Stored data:
· · · · · · ·
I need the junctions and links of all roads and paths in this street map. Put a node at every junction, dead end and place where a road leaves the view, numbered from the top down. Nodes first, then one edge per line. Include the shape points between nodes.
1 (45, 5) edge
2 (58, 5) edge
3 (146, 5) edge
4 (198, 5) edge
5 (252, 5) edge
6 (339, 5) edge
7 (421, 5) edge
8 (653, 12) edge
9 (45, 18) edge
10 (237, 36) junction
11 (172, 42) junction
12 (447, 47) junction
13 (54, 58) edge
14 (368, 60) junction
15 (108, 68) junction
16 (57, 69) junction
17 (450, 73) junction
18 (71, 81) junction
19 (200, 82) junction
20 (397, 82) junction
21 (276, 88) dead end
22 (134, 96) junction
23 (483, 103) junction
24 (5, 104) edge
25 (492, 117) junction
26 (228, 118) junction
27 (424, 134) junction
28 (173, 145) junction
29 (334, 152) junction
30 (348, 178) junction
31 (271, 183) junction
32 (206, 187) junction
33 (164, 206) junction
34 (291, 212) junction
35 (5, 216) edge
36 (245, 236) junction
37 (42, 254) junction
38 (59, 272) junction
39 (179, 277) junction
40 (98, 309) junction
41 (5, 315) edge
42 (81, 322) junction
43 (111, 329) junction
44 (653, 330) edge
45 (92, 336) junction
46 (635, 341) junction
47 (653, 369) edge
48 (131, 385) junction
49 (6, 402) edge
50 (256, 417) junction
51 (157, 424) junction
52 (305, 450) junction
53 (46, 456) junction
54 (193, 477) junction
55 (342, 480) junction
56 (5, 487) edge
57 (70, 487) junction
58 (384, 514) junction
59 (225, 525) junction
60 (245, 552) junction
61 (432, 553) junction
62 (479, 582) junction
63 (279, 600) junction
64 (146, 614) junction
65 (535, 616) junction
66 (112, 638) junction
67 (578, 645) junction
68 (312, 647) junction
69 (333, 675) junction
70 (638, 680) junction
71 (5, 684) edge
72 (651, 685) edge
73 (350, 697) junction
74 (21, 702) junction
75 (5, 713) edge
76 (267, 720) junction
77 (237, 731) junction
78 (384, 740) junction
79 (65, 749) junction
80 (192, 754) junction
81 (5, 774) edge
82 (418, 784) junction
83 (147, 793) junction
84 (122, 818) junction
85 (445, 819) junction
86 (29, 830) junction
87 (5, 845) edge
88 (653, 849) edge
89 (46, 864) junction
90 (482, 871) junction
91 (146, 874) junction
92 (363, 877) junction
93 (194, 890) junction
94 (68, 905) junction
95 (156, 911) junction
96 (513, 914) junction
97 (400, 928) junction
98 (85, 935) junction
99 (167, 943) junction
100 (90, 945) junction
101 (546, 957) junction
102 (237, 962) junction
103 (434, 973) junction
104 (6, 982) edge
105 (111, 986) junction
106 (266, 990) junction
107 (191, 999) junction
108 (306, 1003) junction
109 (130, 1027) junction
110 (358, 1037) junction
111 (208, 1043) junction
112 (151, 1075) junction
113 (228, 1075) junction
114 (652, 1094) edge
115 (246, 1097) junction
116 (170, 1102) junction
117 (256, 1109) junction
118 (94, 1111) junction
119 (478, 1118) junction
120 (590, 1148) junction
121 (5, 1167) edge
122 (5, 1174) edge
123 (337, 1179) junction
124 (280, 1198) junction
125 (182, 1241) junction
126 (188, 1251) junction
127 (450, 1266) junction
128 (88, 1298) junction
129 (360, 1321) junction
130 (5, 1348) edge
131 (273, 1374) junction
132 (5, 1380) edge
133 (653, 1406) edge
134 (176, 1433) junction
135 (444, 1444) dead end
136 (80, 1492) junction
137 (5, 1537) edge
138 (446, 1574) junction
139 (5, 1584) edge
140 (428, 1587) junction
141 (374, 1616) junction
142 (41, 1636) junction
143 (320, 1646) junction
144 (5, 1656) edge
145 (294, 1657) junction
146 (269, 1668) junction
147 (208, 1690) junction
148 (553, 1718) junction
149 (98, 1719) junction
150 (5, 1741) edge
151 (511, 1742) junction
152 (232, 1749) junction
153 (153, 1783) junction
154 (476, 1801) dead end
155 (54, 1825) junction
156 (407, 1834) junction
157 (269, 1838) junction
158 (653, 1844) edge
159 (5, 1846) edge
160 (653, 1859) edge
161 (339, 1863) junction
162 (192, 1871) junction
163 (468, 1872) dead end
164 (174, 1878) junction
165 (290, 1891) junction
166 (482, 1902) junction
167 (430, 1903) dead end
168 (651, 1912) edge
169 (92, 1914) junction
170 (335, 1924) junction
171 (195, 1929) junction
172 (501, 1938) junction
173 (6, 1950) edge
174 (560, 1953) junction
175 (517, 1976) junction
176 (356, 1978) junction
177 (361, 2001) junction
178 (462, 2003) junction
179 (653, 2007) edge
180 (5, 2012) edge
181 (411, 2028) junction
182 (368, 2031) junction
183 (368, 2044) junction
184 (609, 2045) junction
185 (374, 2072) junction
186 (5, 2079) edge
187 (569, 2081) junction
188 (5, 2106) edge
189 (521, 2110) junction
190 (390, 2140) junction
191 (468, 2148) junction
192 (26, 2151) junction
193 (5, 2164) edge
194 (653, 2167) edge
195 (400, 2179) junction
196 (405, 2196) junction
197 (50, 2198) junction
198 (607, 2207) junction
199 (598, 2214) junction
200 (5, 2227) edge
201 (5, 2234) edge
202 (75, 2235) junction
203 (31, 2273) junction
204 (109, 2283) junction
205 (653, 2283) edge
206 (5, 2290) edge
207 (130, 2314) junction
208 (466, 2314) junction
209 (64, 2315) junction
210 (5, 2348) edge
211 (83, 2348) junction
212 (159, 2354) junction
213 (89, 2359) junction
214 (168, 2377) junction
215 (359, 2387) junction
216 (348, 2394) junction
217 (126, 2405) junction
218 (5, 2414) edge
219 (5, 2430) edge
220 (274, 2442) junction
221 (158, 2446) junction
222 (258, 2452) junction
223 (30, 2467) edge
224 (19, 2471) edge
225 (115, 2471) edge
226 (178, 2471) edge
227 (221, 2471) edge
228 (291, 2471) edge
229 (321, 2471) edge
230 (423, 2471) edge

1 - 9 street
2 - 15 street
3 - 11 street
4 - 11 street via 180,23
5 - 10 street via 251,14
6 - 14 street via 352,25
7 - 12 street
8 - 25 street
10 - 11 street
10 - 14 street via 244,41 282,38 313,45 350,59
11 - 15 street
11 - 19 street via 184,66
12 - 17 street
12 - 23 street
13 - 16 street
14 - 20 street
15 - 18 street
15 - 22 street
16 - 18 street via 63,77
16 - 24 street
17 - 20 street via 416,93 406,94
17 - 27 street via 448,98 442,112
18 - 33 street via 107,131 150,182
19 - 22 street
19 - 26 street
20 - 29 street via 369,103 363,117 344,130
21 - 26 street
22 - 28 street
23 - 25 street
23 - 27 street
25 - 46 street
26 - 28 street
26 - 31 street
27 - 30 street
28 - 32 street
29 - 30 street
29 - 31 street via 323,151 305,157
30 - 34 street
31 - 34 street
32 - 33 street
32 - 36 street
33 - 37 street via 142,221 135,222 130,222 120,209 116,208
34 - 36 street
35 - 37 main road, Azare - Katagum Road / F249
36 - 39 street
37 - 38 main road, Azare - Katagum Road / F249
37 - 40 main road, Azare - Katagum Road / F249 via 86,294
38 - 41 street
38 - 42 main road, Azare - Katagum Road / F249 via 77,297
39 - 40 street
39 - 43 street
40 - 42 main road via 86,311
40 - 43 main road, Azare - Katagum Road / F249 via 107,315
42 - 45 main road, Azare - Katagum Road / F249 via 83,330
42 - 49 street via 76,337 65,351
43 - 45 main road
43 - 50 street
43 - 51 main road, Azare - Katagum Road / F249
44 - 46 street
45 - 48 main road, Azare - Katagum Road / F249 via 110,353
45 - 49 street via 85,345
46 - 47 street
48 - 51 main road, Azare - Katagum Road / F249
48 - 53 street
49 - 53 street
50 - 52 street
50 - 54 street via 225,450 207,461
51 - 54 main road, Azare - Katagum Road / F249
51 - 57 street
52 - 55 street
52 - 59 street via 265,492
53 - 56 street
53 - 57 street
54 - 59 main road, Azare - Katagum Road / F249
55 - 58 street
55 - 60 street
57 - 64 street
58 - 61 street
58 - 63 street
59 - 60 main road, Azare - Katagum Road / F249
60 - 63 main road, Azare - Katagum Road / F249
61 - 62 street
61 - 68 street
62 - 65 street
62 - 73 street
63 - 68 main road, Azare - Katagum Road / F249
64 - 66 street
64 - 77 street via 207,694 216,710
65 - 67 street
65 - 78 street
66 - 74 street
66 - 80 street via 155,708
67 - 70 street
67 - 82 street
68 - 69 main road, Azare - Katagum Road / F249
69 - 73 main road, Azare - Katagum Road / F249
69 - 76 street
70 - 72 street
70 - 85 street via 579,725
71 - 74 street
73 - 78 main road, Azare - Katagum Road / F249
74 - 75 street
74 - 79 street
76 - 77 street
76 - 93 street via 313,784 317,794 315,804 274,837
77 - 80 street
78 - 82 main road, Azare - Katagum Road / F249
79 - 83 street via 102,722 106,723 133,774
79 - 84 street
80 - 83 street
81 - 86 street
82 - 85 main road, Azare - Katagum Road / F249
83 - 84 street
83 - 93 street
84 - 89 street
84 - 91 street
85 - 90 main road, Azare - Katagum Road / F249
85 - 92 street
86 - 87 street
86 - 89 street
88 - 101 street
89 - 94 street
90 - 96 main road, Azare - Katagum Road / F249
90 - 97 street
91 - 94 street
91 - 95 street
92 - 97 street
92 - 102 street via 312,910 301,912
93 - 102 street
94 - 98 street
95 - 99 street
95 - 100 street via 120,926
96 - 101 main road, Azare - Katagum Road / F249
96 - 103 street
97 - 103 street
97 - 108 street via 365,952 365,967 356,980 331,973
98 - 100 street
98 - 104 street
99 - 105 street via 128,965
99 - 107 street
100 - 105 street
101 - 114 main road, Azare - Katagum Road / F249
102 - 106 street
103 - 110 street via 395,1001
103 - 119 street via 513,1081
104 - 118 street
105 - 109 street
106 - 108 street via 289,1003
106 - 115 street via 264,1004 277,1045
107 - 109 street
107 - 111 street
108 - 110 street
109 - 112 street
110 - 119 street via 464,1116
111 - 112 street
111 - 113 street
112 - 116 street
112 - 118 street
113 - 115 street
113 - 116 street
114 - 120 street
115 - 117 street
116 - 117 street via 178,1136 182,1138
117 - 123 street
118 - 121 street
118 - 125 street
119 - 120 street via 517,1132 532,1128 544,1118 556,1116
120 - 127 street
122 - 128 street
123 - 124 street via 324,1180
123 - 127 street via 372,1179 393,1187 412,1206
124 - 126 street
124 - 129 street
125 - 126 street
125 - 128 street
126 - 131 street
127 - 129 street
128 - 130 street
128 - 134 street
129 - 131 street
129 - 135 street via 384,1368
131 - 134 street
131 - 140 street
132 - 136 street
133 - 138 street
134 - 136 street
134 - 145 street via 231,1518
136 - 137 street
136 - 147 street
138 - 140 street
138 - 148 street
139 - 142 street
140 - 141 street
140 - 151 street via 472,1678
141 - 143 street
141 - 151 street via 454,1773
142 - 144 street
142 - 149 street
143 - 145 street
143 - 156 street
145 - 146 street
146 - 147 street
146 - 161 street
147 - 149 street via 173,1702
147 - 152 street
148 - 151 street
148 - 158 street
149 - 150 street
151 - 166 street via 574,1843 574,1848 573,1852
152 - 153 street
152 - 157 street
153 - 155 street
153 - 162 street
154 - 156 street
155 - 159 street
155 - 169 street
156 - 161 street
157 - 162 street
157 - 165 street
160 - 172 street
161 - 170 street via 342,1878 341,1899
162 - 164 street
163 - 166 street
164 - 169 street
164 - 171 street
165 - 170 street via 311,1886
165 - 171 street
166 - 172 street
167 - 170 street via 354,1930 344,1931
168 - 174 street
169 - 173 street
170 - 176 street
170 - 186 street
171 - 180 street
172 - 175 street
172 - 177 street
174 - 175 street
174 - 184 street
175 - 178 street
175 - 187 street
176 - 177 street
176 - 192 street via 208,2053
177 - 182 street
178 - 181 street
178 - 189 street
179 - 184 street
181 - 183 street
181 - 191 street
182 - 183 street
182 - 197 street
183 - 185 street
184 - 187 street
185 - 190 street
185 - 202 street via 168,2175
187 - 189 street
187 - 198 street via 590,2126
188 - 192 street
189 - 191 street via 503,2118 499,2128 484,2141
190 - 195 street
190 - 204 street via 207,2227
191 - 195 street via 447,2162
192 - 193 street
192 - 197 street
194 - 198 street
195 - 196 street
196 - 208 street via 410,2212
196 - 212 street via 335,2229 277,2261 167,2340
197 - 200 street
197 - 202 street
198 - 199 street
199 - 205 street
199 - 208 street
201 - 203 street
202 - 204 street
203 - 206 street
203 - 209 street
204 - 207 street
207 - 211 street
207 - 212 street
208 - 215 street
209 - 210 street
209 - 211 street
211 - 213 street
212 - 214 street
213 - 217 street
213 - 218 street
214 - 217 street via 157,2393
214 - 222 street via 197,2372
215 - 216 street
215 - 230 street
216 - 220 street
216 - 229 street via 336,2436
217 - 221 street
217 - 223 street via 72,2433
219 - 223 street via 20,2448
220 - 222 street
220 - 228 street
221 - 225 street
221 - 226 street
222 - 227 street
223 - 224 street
· · · · · · ·
Line count for "dead": give the number of lines in the data above that include it, and nothing else.

Task response: 6